Delineating the precise regions on an antigen that are targeted by antibodies has become a key step for the development of antibody therapeutics. X-ray crystallography and cryogenic electron microscopy are considered the gold standard for providing precise information about these binding sites at atomic resolution. However, they are labor-intensive and a successful outcome is not guaranteed. We used deep mutational scanning (DMS) of the human LAMP-1 antigen displayed on yeast surface and leveraged next-generation sequencing to observe the effect of individual mutants on the binding of two LAMP-1 antibodies and to determine their functional epitopes on LAMP-1. Fine-tuned epitope mapping by DMS approaches is augmented by knowledge of experimental antigen structure. As human LAMP-1 structure has not yet been solved, we used the AlphaFold predicted structure of the full-length protein to combine with DMS data and ultimately finely map antibody epitopes.
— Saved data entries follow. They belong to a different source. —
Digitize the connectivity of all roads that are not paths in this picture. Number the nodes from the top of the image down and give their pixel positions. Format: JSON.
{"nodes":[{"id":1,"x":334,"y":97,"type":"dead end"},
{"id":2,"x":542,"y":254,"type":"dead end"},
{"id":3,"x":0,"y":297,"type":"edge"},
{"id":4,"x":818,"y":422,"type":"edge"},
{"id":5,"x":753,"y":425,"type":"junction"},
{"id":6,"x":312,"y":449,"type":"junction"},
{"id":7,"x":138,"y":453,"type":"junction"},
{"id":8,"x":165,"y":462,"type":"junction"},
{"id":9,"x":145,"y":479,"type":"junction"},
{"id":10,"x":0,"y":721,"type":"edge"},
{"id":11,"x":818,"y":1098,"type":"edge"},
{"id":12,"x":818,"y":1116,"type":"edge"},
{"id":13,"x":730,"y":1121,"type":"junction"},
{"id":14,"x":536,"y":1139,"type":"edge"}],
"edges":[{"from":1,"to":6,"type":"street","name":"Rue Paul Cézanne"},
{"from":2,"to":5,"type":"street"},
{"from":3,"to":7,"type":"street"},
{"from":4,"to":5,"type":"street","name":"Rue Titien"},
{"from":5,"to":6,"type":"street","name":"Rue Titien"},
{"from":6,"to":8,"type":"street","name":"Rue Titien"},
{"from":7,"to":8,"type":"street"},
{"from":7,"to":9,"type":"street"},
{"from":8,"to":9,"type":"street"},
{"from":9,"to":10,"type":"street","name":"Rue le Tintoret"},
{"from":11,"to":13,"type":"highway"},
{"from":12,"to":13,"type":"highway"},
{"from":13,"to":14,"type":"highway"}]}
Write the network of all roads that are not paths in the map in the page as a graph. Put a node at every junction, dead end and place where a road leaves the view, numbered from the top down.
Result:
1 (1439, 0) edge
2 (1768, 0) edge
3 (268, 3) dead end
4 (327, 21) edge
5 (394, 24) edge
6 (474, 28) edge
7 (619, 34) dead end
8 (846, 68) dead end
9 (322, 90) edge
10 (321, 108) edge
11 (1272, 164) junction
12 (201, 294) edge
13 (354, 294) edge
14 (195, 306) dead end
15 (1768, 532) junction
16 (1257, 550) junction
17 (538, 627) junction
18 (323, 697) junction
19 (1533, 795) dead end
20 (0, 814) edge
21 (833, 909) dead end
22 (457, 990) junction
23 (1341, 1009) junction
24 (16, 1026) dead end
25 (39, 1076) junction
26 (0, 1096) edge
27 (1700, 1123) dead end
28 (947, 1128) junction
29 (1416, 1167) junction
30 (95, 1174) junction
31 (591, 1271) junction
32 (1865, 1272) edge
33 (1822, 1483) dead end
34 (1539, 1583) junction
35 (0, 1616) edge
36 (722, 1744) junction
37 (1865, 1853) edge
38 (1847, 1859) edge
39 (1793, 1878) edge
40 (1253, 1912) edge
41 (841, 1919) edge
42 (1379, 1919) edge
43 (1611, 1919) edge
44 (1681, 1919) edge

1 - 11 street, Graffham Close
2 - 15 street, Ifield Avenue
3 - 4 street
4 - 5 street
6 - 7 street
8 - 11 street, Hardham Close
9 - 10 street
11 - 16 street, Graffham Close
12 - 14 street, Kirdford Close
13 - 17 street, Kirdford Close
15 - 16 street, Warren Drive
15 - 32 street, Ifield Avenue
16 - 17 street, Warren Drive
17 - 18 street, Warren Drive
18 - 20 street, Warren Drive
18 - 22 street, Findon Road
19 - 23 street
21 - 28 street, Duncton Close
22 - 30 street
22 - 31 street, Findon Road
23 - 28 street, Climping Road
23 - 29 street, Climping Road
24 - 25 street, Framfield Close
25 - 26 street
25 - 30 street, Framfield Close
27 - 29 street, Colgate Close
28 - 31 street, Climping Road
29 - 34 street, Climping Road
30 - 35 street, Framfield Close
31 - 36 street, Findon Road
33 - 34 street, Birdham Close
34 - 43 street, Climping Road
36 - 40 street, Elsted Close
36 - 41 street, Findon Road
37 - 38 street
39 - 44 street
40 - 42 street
The accuracy of this method was confirmed by comparing the results to the co-crystal structure of one of the two antibodies with a LAMP-1 luminal domain. Finally, we used AlphaFold models of non-human LAMP-1 to understand the lack of mAb cross-reactivity. While both epitopes in the murine form exhibit multiple mutations in comparison to human LAMP-1, only one and two mutations in the Macaca form suffice to hinder the recognition by mAb B and A, respectively. Altogether, this study promotes a new application of AlphaFold to speed up precision mapping of antibody-antigen interactions and consequently accelerate antibody engineering for optimization.